Repeat the entries verbatim.

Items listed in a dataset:
=-=-=-=-=
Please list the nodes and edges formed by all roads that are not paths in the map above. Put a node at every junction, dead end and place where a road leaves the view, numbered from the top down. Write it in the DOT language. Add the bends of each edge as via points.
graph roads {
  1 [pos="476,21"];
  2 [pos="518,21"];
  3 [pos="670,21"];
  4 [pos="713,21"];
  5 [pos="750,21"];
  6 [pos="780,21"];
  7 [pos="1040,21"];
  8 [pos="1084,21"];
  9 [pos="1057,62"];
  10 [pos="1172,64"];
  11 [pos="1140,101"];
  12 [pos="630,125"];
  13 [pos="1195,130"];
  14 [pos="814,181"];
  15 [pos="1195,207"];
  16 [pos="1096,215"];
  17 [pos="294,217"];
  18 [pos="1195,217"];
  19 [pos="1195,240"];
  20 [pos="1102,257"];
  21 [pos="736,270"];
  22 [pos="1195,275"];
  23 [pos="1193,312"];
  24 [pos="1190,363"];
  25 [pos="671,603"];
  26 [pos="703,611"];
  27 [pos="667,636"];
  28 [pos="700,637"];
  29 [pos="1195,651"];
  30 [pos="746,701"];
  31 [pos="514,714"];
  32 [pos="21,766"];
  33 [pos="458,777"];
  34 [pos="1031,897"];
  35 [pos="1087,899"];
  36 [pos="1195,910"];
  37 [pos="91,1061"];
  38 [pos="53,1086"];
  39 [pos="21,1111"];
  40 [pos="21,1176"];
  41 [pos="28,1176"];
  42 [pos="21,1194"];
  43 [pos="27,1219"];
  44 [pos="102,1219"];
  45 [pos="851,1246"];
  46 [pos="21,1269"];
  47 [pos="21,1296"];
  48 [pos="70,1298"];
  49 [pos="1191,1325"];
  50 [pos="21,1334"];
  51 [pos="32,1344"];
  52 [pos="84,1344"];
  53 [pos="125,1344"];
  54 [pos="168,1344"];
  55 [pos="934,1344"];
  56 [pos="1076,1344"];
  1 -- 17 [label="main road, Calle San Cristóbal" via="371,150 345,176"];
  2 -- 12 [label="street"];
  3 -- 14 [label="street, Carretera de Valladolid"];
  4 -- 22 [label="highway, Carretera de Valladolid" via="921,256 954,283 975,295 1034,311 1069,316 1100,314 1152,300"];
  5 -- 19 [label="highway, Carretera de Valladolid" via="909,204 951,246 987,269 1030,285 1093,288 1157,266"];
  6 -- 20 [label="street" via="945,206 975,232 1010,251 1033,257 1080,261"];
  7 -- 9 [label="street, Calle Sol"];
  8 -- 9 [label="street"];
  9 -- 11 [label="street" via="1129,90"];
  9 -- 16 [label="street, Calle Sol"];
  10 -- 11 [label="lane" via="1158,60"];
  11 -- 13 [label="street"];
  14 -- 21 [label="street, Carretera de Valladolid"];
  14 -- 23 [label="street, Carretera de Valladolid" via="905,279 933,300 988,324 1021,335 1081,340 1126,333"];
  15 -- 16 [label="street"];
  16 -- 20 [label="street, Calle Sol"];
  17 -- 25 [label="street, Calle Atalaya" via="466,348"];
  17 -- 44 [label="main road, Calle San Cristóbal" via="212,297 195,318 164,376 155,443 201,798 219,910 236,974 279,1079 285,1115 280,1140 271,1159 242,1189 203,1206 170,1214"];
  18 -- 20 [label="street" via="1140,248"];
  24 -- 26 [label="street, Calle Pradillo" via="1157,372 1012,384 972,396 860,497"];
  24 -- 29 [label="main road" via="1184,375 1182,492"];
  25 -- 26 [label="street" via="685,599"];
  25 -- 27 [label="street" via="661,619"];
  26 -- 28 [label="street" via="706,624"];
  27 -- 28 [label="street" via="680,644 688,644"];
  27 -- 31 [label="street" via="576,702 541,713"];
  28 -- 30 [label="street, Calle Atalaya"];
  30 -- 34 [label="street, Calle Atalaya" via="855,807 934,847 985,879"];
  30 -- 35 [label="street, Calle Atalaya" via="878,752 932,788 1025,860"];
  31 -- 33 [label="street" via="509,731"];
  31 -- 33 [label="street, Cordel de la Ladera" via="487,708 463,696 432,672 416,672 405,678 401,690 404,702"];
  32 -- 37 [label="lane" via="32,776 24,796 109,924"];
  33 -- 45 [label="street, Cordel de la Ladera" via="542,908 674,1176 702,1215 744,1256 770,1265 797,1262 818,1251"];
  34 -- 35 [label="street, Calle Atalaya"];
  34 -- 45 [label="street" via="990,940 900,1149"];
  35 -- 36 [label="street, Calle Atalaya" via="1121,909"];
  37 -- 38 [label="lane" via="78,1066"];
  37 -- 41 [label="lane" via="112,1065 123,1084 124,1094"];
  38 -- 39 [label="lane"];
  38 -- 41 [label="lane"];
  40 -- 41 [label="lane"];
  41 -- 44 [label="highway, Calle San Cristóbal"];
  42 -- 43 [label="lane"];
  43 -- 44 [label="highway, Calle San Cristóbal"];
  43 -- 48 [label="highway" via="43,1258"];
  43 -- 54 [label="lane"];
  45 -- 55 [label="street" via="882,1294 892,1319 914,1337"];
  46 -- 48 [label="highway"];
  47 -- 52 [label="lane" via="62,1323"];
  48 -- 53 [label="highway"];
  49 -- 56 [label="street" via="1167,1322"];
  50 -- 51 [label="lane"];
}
=-=-=-=-=
**ANSWER TO THE PROBLEM:**
Please list the nodes and edges formed by all roads that are not paths in the map above. Put a node at every junction, dead end and place where a road leaves the view, numbered from the top down. Write it in the DOT language. Add the bends of each edge as via points.
graph roads {
  1 [pos="476,21"];
  2 [pos="518,21"];
  3 [pos="670,21"];
  4 [pos="713,21"];
  5 [pos="750,21"];
  6 [pos="780,21"];
  7 [pos="1040,21"];
  8 [pos="1084,21"];
  9 [pos="1057,62"];
  10 [pos="1172,64"];
  11 [pos="1140,101"];
  12 [pos="630,125"];
  13 [pos="1195,130"];
  14 [pos="814,181"];
  15 [pos="1195,207"];
  16 [pos="1096,215"];
  17 [pos="294,217"];
  18 [pos="1195,217"];
  19 [pos="1195,240"];
  20 [pos="1102,257"];
  21 [pos="736,270"];
  22 [pos="1195,275"];
  23 [pos="1193,312"];
  24 [pos="1190,363"];
  25 [pos="671,603"];
  26 [pos="703,611"];
  27 [pos="667,636"];
  28 [pos="700,637"];
  29 [pos="1195,651"];
  30 [pos="746,701"];
  31 [pos="514,714"];
  32 [pos="21,766"];
  33 [pos="458,777"];
  34 [pos="1031,897"];
  35 [pos="1087,899"];
  36 [pos="1195,910"];
  37 [pos="91,1061"];
  38 [pos="53,1086"];
  39 [pos="21,1111"];
  40 [pos="21,1176"];
  41 [pos="28,1176"];
  42 [pos="21,1194"];
  43 [pos="27,1219"];
  44 [pos="102,1219"];
  45 [pos="851,1246"];
  46 [pos="21,1269"];
  47 [pos="21,1296"];
  48 [pos="70,1298"];
  49 [pos="1191,1325"];
  50 [pos="21,1334"];
  51 [pos="32,1344"];
  52 [pos="84,1344"];
  53 [pos="125,1344"];
  54 [pos="168,1344"];
  55 [pos="934,1344"];
  56 [pos="1076,1344"];
  1 -- 17 [label="main road, Calle San Cristóbal" via="371,150 345,176"];
  2 -- 12 [label="street"];
  3 -- 14 [label="street, Carretera de Valladolid"];
  4 -- 22 [label="highway, Carretera de Valladolid" via="921,256 954,283 975,295 1034,311 1069,316 1100,314 1152,300"];
  5 -- 19 [label="highway, Carretera de Valladolid" via="909,204 951,246 987,269 1030,285 1093,288 1157,266"];
  6 -- 20 [label="street" via="945,206 975,232 1010,251 1033,257 1080,261"];
  7 -- 9 [label="street, Calle Sol"];
  8 -- 9 [label="street"];
  9 -- 11 [label="street" via="1129,90"];
  9 -- 16 [label="street, Calle Sol"];
  10 -- 11 [label="lane" via="1158,60"];
  11 -- 13 [label="street"];
  14 -- 21 [label="street, Carretera de Valladolid"];
  14 -- 23 [label="street, Carretera de Valladolid" via="905,279 933,300 988,324 1021,335 1081,340 1126,333"];
  15 -- 16 [label="street"];
  16 -- 20 [label="street, Calle Sol"];
  17 -- 25 [label="street, Calle Atalaya" via="466,348"];
  17 -- 44 [label="main road, Calle San Cristóbal" via="212,297 195,318 164,376 155,443 201,798 219,910 236,974 279,1079 285,1115 280,1140 271,1159 242,1189 203,1206 170,1214"];
  18 -- 20 [label="street" via="1140,248"];
  24 -- 26 [label="street, Calle Pradillo" via="1157,372 1012,384 972,396 860,497"];
  24 -- 29 [label="main road" via="1184,375 1182,492"];
  25 -- 26 [label="street" via="685,599"];
  25 -- 27 [label="street" via="661,619"];
  26 -- 28 [label="street" via="706,624"];
  27 -- 28 [label="street" via="680,644 688,644"];
  27 -- 31 [label="street" via="576,702 541,713"];
  28 -- 30 [label="street, Calle Atalaya"];
  30 -- 34 [label="street, Calle Atalaya" via="855,807 934,847 985,879"];
  30 -- 35 [label="street, Calle Atalaya" via="878,752 932,788 1025,860"];
  31 -- 33 [label="street" via="509,731"];
  31 -- 33 [label="street, Cordel de la Ladera" via="487,708 463,696 432,672 416,672 405,678 401,690 404,702"];
  32 -- 37 [label="lane" via="32,776 24,796 109,924"];
  33 -- 45 [label="street, Cordel de la Ladera" via="542,908 674,1176 702,1215 744,1256 770,1265 797,1262 818,1251"];
  34 -- 35 [label="street, Calle Atalaya"];
  34 -- 45 [label="street" via="990,940 900,1149"];
  35 -- 36 [label="street, Calle Atalaya" via="1121,909"];
  37 -- 38 [label="lane" via="78,1066"];
  37 -- 41 [label="lane" via="112,1065 123,1084 124,1094"];
  38 -- 39 [label="lane"];
  38 -- 41 [label="lane"];
  40 -- 41 [label="lane"];
  41 -- 44 [label="highway, Calle San Cristóbal"];
  42 -- 43 [label="lane"];
  43 -- 44 [label="highway, Calle San Cristóbal"];
  43 -- 48 [label="highway" via="43,1258"];
  43 -- 54 [label="lane"];
  45 -- 55 [label="street" via="882,1294 892,1319 914,1337"];
  46 -- 48 [label="highway"];
  47 -- 52 [label="lane" via="62,1323"];
  48 -- 53 [label="highway"];
  49 -- 56 [label="street" via="1167,1322"];
  50 -- 51 [label="lane"];
}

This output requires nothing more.